If you look at the file you will see that the first section has all the properties you need. I used in-file properties rather than a separate properties file because I don’t really change them often for any given project and it keeps everything all in one neat little file. Technically you could get more re-usability by using properties files, but that assumes that you wont be modifying the build file itself for your project, which is something I do from time to time if something is not quite right for the project.
The first thing you will want to do is update the project name attribute to reflect the name of your project. Then you will want to update the configuration properties so that everything is correct for your build environment. I tried to keep everything pretty standard so that they don’t need to change much between projects.

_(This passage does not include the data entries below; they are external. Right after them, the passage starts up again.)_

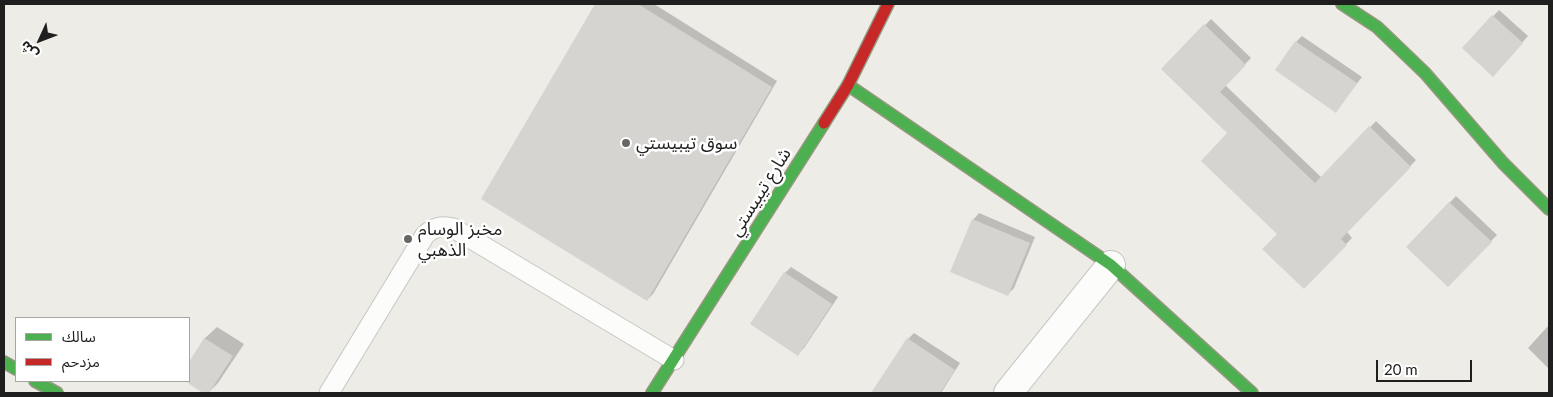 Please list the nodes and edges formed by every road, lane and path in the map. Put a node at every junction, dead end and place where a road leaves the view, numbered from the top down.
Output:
1 (888, 4) edge
2 (1342, 4) edge
3 (848, 85) junction
4 (1549, 210) edge
5 (1110, 265) junction
6 (674, 360) junction
7 (4, 362) edge
8 (15, 369) edge
9 (37, 382) edge
10 (57, 393) edge
11 (329, 393) edge
12 (652, 393) edge
13 (1008, 393) edge
14 (1252, 393) edge

1 - 3 street, شارع تيبيستي
2 - 4 street
3 - 5 street
3 - 6 street, شارع تيبيستي
5 - 13 street
5 - 14 street
6 - 11 lane
6 - 12 street, شارع تيبيستي
7 - 8 street
9 - 10 street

The first property is the war.name which is the name you want the generated war file to have. I usually leave it set to the default, which is the project name.
1 | <property name="war.name" value="${ant.project.name}" /> |
The next set of properties are the locations of your source directories, which default to the same values that I have set in my IDE.
1 2 3 | <property name="src.dir" value="src" /> <property name="test.src.dir" value="test" /> <property name="web.src.dir" value="web" /> |
and then your external library directory.
1 | <property name="lib.dir" value="lib" /> |
There has been some confusion around the external library directory property when I have shown this to others. This is not where all your libraries go, but where you put the libraries you don’t want in the war file. Things like JUnit and JMock jars go in there so that they are usable for testing and compiling but you don’t really want them to go into your deployed artifact. I the jars in this directory mapped on my classpath in my IDE too while those in the WEB-INF/lib are picked up by default.
The next group of properties define the artifact build locations:
1 2 3 4 5 | <property name="build.dir" value="build" /> <property name="src.build.dir" value="${build.dir}/classes" /> <property name="test.build.dir" value="${build.dir}/test-classes" /> <property name="test.report.dir" value="${build.dir}/test-reports" /> <property name="webapp.build.dir" value="${build.dir}/webapp" /> |
As you can see, even if your build directory is called something else, like bin you can change everything else by updating that one property, build.dir.
The next property is the location of your local web server, where the war file would be deployed locally. The default is my symlink to the webapps directory for my local Tomcat server installation.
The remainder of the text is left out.